HISTOARCHITECTURAL AND BIOCHEMICAL EVALUATION OF ISOPROTERENOL-INDUCED MYOCARDIAL ISCHEMIA IN HEART & LUNGS – AN EXPERIMENTAL DOSE-DEPENDENT STUDYHTML Full Text
HISTOARCHITECTURAL AND BIOCHEMICAL EVALUATION OF ISOPROTERENOL-INDUCED MYOCARDIAL ISCHEMIA IN HEART & LUNGS – AN EXPERIMENTAL DOSE-DEPENDENT STUDY
Subbulakshmi Packirisamy *, Valli Gunam, Jaideep Mahendra, Parimala Kathirvelu and Deepa Rajendiran
Department of Pharmacology, Meenakshi Ammal Dental College, Meenakshi Academy of Higher Education & Research, Chennai, Tamil Nadu, India.
ABSTRACT: Background: Numerous methods have been used to induce myocardial ischemia (MI) in Experimental animals. MI induction using chemicals like isoproterenol in animal models is a simple and standardized method with fewer complications. Various doses of Isoproterenol were used extensively as an inducing agent. Aim: The present research aimed to evaluate the effect of Isoproterenol on the heart and lungs of male Wistar albino rats at different doses. Methods: Wistar albino rats were categorized as five groups with six animals each and administered with ISO for two days. Serum and histopathological studies were done. Results: Biochemical alterations and Microscopic features of the tissues showed pathological changes such as focal areas of inflammation, edema and vacuolar changes, and necrosis according to the dose administered, confirming myocardial injury and related necrotic lesions. Conclusion: These findings provide an idea and support fixing the dose for the inducing agent ISO for further cardioprotective studies.

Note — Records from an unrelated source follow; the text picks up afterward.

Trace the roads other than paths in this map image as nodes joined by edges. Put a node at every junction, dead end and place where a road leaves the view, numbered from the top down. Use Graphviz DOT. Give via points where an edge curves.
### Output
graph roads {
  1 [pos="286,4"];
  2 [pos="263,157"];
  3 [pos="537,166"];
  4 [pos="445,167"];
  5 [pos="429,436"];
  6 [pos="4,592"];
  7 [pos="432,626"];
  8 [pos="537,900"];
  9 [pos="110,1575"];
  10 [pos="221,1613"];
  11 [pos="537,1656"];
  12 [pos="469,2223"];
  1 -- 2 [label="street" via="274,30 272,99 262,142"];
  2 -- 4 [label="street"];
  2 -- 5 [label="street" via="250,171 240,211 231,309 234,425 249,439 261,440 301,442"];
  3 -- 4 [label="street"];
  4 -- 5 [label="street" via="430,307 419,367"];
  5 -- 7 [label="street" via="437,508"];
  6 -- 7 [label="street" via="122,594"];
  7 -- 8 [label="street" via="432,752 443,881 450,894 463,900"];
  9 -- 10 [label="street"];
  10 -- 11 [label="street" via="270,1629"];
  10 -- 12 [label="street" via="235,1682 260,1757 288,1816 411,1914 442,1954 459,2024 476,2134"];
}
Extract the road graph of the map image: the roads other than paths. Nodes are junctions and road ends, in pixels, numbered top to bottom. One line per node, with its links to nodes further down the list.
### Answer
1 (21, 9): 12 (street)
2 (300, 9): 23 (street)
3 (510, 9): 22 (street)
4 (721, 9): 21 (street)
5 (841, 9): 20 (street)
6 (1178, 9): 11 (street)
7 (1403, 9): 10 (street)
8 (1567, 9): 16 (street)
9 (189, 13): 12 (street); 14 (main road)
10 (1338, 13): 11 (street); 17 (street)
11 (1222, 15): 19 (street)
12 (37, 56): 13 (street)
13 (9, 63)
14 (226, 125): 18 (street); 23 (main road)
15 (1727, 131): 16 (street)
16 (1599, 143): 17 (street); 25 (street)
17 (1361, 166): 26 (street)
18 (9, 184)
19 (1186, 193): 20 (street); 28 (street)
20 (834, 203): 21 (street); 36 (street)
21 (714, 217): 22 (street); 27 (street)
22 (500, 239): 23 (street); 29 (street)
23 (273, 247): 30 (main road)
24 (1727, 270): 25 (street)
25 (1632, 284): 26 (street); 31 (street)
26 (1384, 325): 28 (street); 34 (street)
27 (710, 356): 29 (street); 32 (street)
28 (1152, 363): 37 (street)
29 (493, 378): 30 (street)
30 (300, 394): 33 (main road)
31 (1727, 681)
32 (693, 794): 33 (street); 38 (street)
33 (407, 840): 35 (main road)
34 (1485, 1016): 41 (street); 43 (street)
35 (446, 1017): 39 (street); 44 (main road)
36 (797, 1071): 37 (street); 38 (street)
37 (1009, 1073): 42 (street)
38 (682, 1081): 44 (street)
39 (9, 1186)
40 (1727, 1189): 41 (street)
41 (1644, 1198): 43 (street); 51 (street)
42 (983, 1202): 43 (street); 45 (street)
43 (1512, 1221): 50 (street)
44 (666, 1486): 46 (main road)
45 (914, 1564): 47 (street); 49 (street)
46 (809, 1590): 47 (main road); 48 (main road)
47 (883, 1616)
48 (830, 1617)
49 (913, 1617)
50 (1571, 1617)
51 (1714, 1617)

Keywords: Myocardial ischemia, Isoproterenol, Dose determination, Cardioprotection, Cardiovascular disease, Experimental animals
INTRODUCTION: Catecholamines are naturally synthesized amines that can act both as neurotransmitters and hormones. Its synthesis occurs primarily at the sympathetic nerve endings which is vital in stress responses and acts as a regulator in myocardial contractility and metabolism 1. The cellular functions are modulated by activating the adrenoceptors termed α and β.
If catecholamines are produced more, they cause cellular damage, thus altering the cardiovascular and metabolic actions, including myocardial contractility, increasing heart rate, blood pressure, and cardiac conduction velocity. In many disease processes, contractile dysfunction is the common etiology, including systemic hypertension, angina, valvular heart disease, and transient myocardial hypoxia.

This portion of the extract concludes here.